5.3 Execution and Result Visualization

he final step is to execute the simulation function. We adjust the graphical parameters using par(mfrow) so that both visualization results appear side-by-side.

## === π Convergence Over Iterations ===
##   n =    100 | Estimate = 2.920000 | Error = 0.221593
##   n =    500 | Estimate = 3.056000 | Error = 0.085593
##   n =   1000 | Estimate = 3.064000 | Error = 0.077593
##   n =   5000 | Estimate = 3.112800 | Error = 0.028793
##   n =  10000 | Estimate = 3.127200 | Error = 0.014393
## 
## === Sub-square Probability [0, 0.5] ===
##   Theoretical: 0.062500 | Empirical: 0.062900

Interpretation

  1. Spatial Distribution Analysis

This plot displays 10,000 random points demonstrating the geometric estimation of \(\pi\). The ratio of blue points (inside the unit circle) to red points (outside) represents the value of \(\pi/4\). The orange dashed sub-square serves as a validation tool, where the empirical probability of 0.0629 closely aligns with the theoretical value of 0.0625, proving that the points are uniformly and accurately distributed.

2.Stability Trend Analysis

This graph visualizes the Law of Large Numbers. At lower sample sizes, the estimated \(\pi\) (blue line) shows high volatility due to variance. However, as the sample size increases toward \(n = 10,000\), the estimation stabilizes and converges toward the true value of \(\pi\) (red dashed line). This trend confirms that the Monte Carlo method becomes significantly more reliable and precise as the number of iterations grows.

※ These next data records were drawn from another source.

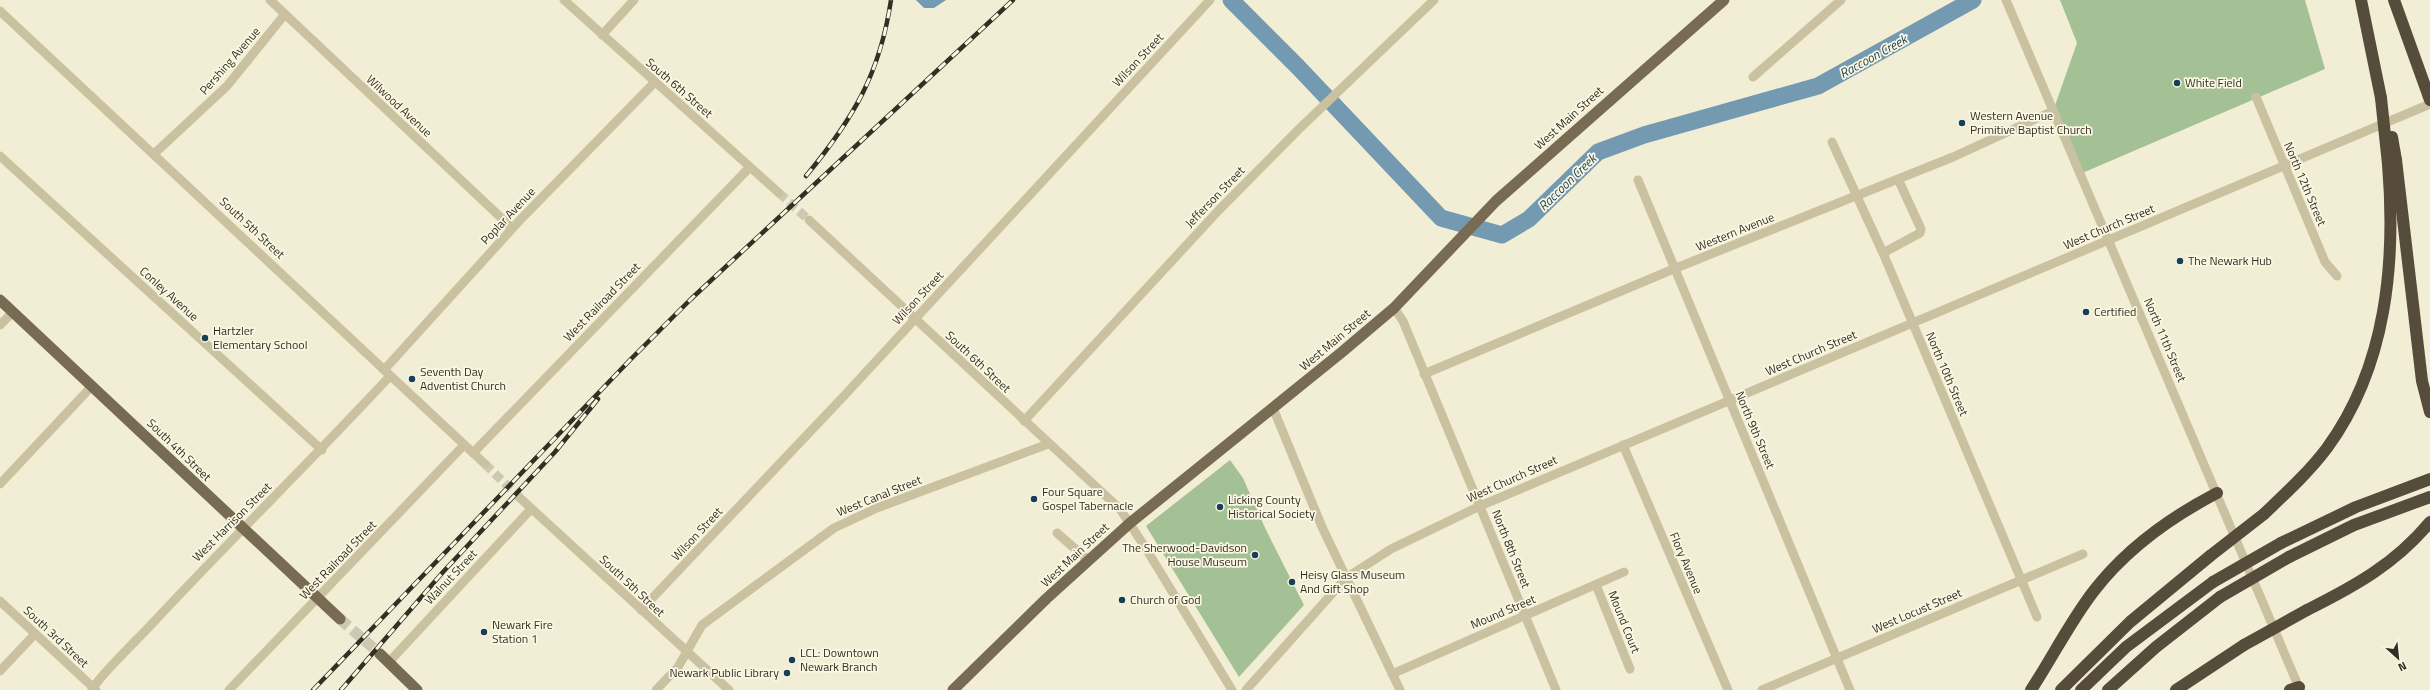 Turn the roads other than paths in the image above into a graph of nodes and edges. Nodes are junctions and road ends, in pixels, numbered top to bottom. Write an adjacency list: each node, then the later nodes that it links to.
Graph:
1 (270, 0): 12 (street, Wilwood Avenue)
2 (564, 0): 13 (street, South 6th Street)
3 (634, 0): 13 (street)
4 (1210, 0): 39 (street, Wilson Street)
5 (1434, 0): 48 (street, Jefferson Street)
6 (1724, 0): 37 (main road, West Main Street)
7 (1841, 0): 14 (street)
8 (2006, 0): 19 (street, North 11th Street)
9 (2361, 0): 23 (highway, bridge)
10 (2394, 0): 17 (highway)
11 (0, 11): 21 (street, South 5th Street)
12 (285, 14): 21 (street, Pershing Avenue); 31 (street, Wilwood Avenue)
13 (602, 35): 15 (street, South 6th Street)
14 (1753, 77)
15 (654, 83): 25 (street, South 6th Street); 31 (street, Poplar Avenue)
16 (2256, 97): 24 (street, North 12th Street)
17 (2430, 100)
18 (2430, 104): 24 (street, West Church Street)
19 (2053, 111): 26 (street, Western Avenue); 32 (street, North 11th Street)
20 (1832, 142): 29 (street, North 10th Street)
21 (155, 154): 42 (street, South 5th Street)
22 (0, 156): 52 (street, Conley Avenue)
23 (2392, 162): 47 (highway); 101 (highway, bridge)
24 (2283, 166): 32 (street, West Church Street); 35 (street, North 12th Street)
25 (749, 168): 28 (street, South 6th Street); 53 (street, West Railroad Street)
26 (1898, 179): 29 (street, Western Avenue); 33 (street)
27 (1638, 180): 34 (street, North 9th Street)
28 (779, 193)
29 (1858, 196): 33 (street, North 10th Street); 34 (street, Western Avenue)
30 (809, 220): 39 (street, South 6th Street)
31 (512, 228): 42 (street, Poplar Avenue)
32 (2109, 240): 40 (street, West Church Street); 57 (street, North 11th Street)
33 (1883, 253): 40 (street, North 10th Street)
34 (1676, 268): 43 (street, Western Avenue); 45 (street, North 9th Street)
35 (2337, 276)
36 (0, 300): 38 (main road, South 4th Street)
37 (1394, 308): 43 (street, North 8th Street); 46 (main road, West Main Street)
38 (13, 312): 41 (street); 44 (main road, South 4th Street)
39 (915, 319): 48 (street, South 6th Street); 74 (street, Wilson Street)
40 (1912, 323): 45 (street, West Church Street); 70 (street, North 10th Street)
41 (0, 325)
42 (387, 373): 50 (street, South 5th Street); 52 (street, West Harrison Street)
43 (1424, 374): 60 (street, North 8th Street)
44 (92, 386): 56 (street); 64 (main road, South 4th Street)
45 (1730, 400): 51 (street, West Church Street); 81 (street, North 9th Street)
46 (1272, 408): 63 (main road, West Main Street); 69 (street)
47 (2430, 412)
48 (1024, 421): 49 (street, South 6th Street)
49 (1048, 444): 63 (street, South 6th Street); 79 (street, West Canal Street)
50 (464, 445): 53 (street, South 5th Street); 72 (street, West Railroad Street)
51 (1623, 445): 60 (street, West Church Street); 97 (street, Flory Avenue)
52 (322, 450): 64 (street, West Harrison Street)
53 (473, 453): 54 (street, South 5th Street)
54 (486, 464)
55 (2426, 480): 102 (highway, bridge)
56 (0, 484)
57 (2217, 493): 88 (street, North 11th Street); 100 (highway)
58 (520, 498): 61 (street, South 5th Street)
59 (2429, 498): 103 (highway, bridge)
60 (1480, 506): 69 (street, West Church Street); 75 (street, North 8th Street)
61 (531, 509): 74 (street, South 5th Street); 82 (street, Walnut Street)
62 (2430, 522): 104 (highway, bridge)
63 (1130, 523): 67 (main road, West Main Street); 93 (street, South 6th Street)
64 (242, 528): 72 (main road, South 4th Street); 86 (street, West Harrison Street)
65 (1057, 533): 67 (street)
66 (2083, 554): 70 (street, West Locust Street)
67 (1088, 560): 92 (main road, West Main Street)
68 (1624, 572): 71 (street, Mound Street)
69 (1346, 578): 85 (street); 94 (street, West Church Street)
70 (2021, 580): 76 (street, North 10th Street); 81 (street, West Locust Street)
71 (1596, 584): 75 (street, Mound Street); 83 (street, Mound Court)
72 (318, 599): 77 (main road, South 4th Street); 89 (street, West Railroad Street)
73 (0, 601): 78 (street, South 3rd Street)
74 (641, 610): 79 (street, South 5th Street)
75 (1526, 616): 85 (street, Mound Street); 96 (street, North 8th Street)
76 (2037, 617)
77 (340, 619)
78 (34, 635): 84 (street); 86 (street, South 3rd Street)
79 (686, 651): 90 (street, West Canal Street); 91 (street, South 5th Street)
80 (380, 654): 82 (main road)
81 (1838, 658): 98 (street, West Locust Street); 99 (street, North 9th Street)
82 (389, 662): 87 (main road)
83 (1630, 669)
84 (0, 671)
85 (1392, 674): 95 (street)
86 (94, 689)
87 (415, 689)
88 (2296, 689)
89 (229, 690)
90 (656, 690)
91 (729, 690)
92 (953, 690)
93 (1232, 690)
94 (1246, 690)
95 (1400, 690)
96 (1556, 690)
97 (1728, 690)
98 (1762, 690)
99 (1850, 690)
100 (2031, 690)
101 (2061, 690)
102 (2081, 690)
103 (2108, 690)
104 (2176, 690)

6 Task 6:Advanced Data Transformation & Feature Engineering

6.1 Library and dataset preparation

First, we need to load our essential libraries: dplyr for data manipulation, ggplot2 for visualization, and tidyr for tidying up data structures. We’ll also generate a synthetic employee dataset to work with.

Initial Dataset Structure
Variable Type Sample
employee_id employee_id integer 1, 2, 3
age age integer 58, 22, 46
salary salary numeric 70000, 65200, 12700
experience experience integer 13, 18, 21
performance performance numeric 7.3, 1.4, 9.2
department department character IT, IT, IT

6.2 Normalisation and Standarisation

In data analysis, it’s often necessary to bring different columns to the same scale. We’ll create two functions: Min-Max Normalization to scale values between \([0, 1]\), and Z-Score Standardization to transform the distribution to have a mean of 0 and a standard deviation of 1.

# FUNCTION 1: Min-Max Normalization [0, 1]
normalize_columns <- function(df) {
  non_num <- df[, !sapply(df, is.numeric), drop = FALSE]
  num_df  <- df[,  sapply(df, is.numeric), drop = FALSE]
  for (col in names(num_df)) {
    x             <- num_df[[col]]
    num_df[[col]] <- (x - min(x)) / (max(x) - min(x))
  }
  cbind(non_num, num_df)
}

# FUNCTION 2: Z-Score Standardization
z_score <- function(df) {
  non_num <- df[, !sapply(df, is.numeric), drop = FALSE]
  num_df  <- df[,  sapply(df, is.numeric), drop = FALSE]
  for (col in names(num_df)) {
    x             <- num_df[[col]]
    num_df[[col]] <- (x - mean(x)) / sd(x)
  }
  cbind(non_num, num_df)
}

# Apply functions
df_norm   <- normalize_columns(df)
df_zscore <- z_score(df)

# Build output tables
norm_summary <- as.data.frame(t(round(as.numeric(summary(df_norm$salary)), 6)))
colnames(norm_summary) <- c("Min", "Q1", "Median", "Mean", "Q3", "Max")

zscore_summary <- as.data.frame(t(round(as.numeric(summary(df_zscore$salary)), 6)))
colnames(zscore_summary) <- c("Min", "Q1", "Median", "Mean", "Q3", "Max")

# OUTPUT
knitr::kable(norm_summary, format = "simple", align = "c",
             caption = "Salary Statistics After Normalization")
Salary Statistics After Normalization
Min Q1 Median Mean Q3 Max
0 0.443611 0.547222 0.548767 0.6625 1
knitr::kable(zscore_summary, format = "simple", align = "c",
             caption = "Salary Statistics After Z-Score")
Salary Statistics After Z-Score
Min Q1 Median Mean Q3 Max
-3.283284 -0.629148 -0.00924 0 0.680469 2.69974

6.3 Feature Engineering

This section is where we build new columns based on business logic. We will categorize performance levels, create salary brackets, flag senior employees, and bin ages into specific groups.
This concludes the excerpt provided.